Now we will proceed with plotting an example from the last time step of the time series to visualise the spatial level of detail of the data.

Hide code cell source
#Compute last years' mean
p_last_year = data_EOBS.isel(time=slice(-365,None))
p_last_year_mean = p_last_year.mean(['time'])

def plot_maps(da1, da2=None, **kwargs):
    # Set up the number of subplots depending on whether one or two datasets are passed
    if da2 is None:
        fig, ax = plt.subplots(nrows=1, ncols=1, figsize=(6, 6), subplot_kw={'projection': ccrs.PlateCarree()})
        axes = [ax]
        datasets = [da1]
    else:
        fig, axes = plt.subplots(nrows=1, ncols=2, figsize=(12, 6), subplot_kw={'projection': ccrs.PlateCarree()})
        datasets = [da1, da2]
    
    for i, da in enumerate(datasets):
        # Get longitude and latitude extents
        lon_min, lon_max = np.min(da.longitude), np.max(da.longitude)
        lat_min, lat_max = np.min(da.latitude), np.max(da.latitude)

        # Plot using PlateCarree projection on the given axis
        facet = da.plot.pcolormesh(
            ax=axes[i],  # Use the current axis
            transform=ccrs.PlateCarree(),  # Coordinate transform for plotting
            **kwargs
        )

        # Set extent, add coastlines, and gridlines
        axes[i].set_extent([lon_min, lon_max, lat_min, lat_max], crs=ccrs.PlateCarree())
        axes[i].coastlines(lw=1)
        gl = axes[i].gridlines(draw_labels=True)
        gl.top_labels = gl.right_labels = False

# Plot the selected time step
plot_maps(p_last_year_mean['rr'], cmap='coolwarm',
           cbar_kwargs={'label': 'Precipitation (mm)', 'fraction':0.03})

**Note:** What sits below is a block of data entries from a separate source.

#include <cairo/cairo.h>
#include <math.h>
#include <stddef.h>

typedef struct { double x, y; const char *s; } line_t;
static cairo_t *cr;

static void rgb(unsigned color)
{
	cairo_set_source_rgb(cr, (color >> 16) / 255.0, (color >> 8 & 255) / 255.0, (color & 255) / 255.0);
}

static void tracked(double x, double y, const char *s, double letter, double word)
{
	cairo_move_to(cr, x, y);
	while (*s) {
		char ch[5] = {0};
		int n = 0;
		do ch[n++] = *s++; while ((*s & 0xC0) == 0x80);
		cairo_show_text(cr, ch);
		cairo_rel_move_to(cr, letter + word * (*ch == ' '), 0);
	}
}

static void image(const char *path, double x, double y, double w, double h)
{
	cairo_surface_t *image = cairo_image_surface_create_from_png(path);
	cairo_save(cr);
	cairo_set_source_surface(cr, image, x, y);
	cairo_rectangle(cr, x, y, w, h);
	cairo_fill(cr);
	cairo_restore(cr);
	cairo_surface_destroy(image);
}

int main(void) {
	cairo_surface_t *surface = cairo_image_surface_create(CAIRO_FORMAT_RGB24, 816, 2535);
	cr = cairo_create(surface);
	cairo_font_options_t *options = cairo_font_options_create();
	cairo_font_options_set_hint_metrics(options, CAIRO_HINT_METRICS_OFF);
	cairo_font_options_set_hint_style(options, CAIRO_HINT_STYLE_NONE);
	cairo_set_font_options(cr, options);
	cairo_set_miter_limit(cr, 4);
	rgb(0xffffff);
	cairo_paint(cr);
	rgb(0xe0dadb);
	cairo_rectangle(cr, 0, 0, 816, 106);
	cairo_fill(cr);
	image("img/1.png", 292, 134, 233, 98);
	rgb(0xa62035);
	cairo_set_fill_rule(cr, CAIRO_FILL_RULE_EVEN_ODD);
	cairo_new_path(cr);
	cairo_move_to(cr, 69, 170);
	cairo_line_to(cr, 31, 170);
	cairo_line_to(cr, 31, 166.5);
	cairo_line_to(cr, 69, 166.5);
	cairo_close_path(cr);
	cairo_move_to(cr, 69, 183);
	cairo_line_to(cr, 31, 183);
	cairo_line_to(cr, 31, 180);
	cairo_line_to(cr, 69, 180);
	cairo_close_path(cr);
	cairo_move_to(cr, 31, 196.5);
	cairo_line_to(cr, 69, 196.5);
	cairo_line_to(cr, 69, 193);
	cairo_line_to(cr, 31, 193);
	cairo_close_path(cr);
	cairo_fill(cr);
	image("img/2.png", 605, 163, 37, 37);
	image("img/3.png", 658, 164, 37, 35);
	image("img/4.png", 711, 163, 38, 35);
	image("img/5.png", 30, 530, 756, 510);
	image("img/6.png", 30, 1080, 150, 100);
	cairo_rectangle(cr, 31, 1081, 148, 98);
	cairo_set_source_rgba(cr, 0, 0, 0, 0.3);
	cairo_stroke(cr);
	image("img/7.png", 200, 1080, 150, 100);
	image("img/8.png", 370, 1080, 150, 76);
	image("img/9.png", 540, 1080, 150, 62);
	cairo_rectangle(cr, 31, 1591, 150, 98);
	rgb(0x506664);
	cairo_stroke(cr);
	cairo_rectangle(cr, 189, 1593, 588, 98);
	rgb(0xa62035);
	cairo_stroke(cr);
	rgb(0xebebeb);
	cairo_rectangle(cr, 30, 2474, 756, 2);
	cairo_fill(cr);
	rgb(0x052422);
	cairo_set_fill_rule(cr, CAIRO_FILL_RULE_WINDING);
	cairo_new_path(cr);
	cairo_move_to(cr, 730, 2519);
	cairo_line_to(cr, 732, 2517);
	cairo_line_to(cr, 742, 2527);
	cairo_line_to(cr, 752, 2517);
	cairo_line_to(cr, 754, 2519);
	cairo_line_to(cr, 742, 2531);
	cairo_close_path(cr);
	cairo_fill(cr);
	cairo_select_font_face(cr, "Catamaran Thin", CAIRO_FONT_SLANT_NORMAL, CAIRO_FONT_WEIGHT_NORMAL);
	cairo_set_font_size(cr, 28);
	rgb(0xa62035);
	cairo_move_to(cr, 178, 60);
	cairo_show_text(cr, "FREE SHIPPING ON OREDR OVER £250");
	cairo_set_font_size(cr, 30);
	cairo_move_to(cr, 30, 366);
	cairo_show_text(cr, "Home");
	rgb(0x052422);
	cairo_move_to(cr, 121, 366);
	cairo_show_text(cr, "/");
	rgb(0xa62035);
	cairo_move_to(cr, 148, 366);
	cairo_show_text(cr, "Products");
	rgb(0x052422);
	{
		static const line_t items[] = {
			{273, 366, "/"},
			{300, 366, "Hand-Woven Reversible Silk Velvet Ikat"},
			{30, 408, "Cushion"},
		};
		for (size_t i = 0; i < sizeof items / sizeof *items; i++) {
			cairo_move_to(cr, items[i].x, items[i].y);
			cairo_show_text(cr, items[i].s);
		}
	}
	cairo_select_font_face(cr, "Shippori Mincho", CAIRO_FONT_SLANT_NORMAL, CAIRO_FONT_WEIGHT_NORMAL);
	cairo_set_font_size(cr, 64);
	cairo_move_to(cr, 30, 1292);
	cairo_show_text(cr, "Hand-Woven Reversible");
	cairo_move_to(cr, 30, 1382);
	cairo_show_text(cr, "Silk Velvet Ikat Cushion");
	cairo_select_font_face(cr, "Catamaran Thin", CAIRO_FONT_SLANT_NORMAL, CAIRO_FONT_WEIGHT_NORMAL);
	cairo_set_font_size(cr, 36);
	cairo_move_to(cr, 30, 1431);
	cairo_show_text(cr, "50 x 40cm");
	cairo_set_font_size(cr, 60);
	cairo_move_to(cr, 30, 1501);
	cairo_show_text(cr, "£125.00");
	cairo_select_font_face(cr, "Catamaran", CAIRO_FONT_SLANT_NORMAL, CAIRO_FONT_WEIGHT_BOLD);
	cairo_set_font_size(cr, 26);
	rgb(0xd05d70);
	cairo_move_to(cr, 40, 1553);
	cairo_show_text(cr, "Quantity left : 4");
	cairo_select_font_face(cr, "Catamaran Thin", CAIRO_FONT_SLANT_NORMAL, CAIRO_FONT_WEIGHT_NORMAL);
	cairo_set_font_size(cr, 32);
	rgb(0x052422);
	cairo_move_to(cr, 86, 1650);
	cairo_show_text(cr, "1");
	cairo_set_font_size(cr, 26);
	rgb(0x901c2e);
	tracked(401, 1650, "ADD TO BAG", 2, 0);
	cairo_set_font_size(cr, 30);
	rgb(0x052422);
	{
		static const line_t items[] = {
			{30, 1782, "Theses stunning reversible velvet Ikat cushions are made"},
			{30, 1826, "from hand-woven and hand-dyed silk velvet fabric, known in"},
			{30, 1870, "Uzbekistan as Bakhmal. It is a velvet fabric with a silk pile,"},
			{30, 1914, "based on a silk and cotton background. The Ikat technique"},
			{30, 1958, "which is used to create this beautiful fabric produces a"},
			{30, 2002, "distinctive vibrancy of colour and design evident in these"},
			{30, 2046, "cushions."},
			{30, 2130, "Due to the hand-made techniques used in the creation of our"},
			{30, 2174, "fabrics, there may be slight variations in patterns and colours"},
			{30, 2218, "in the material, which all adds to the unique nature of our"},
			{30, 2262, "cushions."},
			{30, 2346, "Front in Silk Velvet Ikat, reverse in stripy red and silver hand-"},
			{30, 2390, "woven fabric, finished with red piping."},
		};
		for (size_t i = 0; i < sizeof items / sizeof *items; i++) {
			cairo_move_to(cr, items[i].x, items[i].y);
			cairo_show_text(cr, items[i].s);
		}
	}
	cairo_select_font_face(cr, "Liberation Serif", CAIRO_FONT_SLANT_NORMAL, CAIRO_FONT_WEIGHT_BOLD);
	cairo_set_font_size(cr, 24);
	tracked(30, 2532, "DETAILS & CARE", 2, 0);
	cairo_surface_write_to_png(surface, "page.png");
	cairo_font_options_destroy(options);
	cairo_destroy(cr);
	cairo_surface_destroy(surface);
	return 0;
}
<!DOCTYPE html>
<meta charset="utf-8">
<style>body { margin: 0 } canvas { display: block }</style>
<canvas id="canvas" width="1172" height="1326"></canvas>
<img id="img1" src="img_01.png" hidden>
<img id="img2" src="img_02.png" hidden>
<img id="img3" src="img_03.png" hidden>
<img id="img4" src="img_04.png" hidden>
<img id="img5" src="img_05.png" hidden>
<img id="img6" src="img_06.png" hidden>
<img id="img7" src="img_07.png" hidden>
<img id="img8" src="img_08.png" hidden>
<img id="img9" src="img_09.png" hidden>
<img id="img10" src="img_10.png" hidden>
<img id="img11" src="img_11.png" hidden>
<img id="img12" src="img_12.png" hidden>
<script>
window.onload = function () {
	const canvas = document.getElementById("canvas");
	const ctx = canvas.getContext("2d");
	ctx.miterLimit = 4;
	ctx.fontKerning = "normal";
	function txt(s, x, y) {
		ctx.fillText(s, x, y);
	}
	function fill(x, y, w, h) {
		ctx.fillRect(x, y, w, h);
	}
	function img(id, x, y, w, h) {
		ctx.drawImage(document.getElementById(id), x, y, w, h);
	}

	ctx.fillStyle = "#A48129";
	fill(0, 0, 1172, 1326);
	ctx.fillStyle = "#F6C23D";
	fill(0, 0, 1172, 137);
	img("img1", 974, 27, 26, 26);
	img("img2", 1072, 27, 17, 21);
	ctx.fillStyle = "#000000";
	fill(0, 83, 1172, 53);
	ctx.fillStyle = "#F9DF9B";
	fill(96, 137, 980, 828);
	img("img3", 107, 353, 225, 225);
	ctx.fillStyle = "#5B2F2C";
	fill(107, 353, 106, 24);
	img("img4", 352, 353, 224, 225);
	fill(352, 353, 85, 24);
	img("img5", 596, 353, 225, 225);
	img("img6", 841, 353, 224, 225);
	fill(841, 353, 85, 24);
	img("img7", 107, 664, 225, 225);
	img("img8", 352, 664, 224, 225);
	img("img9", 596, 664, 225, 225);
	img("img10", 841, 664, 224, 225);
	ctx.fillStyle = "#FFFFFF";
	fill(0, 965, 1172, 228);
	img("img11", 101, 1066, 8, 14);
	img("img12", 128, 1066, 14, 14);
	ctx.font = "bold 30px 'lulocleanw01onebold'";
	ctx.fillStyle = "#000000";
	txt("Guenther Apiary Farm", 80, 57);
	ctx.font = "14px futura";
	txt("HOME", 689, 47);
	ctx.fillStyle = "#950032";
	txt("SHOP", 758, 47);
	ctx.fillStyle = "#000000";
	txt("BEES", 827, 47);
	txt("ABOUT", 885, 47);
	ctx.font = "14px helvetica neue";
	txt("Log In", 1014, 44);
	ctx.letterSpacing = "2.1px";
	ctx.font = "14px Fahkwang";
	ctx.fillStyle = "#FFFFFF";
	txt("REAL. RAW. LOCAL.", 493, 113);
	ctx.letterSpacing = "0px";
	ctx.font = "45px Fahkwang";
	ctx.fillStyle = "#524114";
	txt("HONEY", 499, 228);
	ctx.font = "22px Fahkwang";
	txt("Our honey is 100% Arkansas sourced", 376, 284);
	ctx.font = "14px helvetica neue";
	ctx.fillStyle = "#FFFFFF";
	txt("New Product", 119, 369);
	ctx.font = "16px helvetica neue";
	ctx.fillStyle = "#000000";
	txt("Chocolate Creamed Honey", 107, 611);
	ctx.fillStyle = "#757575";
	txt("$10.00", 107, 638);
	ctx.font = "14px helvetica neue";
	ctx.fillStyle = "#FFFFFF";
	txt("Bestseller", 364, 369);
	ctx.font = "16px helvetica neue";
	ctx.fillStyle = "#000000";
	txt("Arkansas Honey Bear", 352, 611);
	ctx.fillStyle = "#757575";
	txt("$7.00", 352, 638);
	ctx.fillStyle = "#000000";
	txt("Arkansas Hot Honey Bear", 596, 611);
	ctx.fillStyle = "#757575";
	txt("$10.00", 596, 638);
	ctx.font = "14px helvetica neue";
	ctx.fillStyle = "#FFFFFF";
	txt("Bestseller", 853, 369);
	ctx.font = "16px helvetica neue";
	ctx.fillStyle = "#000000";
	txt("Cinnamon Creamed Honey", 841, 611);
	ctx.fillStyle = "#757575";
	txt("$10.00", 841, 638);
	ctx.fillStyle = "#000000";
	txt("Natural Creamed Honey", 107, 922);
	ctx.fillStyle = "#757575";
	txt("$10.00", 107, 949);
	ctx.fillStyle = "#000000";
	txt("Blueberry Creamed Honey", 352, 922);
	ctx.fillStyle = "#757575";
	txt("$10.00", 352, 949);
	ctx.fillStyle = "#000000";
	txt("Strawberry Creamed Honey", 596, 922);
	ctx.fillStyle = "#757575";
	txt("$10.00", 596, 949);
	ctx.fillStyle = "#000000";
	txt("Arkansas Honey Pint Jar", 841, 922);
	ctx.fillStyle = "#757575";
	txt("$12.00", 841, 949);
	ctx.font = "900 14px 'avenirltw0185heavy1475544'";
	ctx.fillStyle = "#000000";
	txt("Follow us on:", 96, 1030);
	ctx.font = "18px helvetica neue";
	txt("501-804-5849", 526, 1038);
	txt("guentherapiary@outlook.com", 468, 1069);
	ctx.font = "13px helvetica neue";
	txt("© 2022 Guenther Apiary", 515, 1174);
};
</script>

start_plot = pd.to_datetime(p_last_year.time.min().values).strftime('%Y-%m-%d')
end_plot = pd.to_datetime(p_last_year.time.max().values).strftime('%Y-%m-%d')
plt.title(f'Mean Precipitation from {start_plot} to {end_plot} (E-OBS)')
plt.show()
../_images/dd30387ab2538c35d31e46a1944b72c1a39a5da66fc27996876296b00dd186e6.png

We will also plot the spatial weighted average of RR to check for its temporal variability in this area.

Hide code cell source
# Calculate the weighted mean of the time series
weights = np.cos(np.deg2rad(data_EOBS.latitude))
weights.name = "weights"

merged_p_weighted = data_EOBS['rr'].weighted(weights)
mean_p = merged_p_weighted.mean(("longitude", "latitude"))

# Plot the data
plt.figure(figsize=(20, 6))
plt.title('E-OBS Daily Amount of Precipitation - Weighted Average Spatial Mean')
plt.xlabel('Date')
plt.ylabel('Total Precipitation (mm)')

# Plot prec data
plt.plot(mean_p.time, mean_p, label='E-OBS (Precipitation)', color='blue')

# Add a legend
plt.legend()

# Show the plot
plt.grid(True)
plt.show()
../_images/08e79b7f50a8e5b307a3d0b9258097585a258d41a572b6bbfe0965530ddd3419.png

These time series plots show that the E-OBS data product has very significative inter-annual variability in the RR values, with very few cases of RR surpassing 20mm. Some years with RR < 5mm are also apparent in the last decades. To move forward with the drought analysis, we will now calculate the two above-mentioned sector-specific drought indicators.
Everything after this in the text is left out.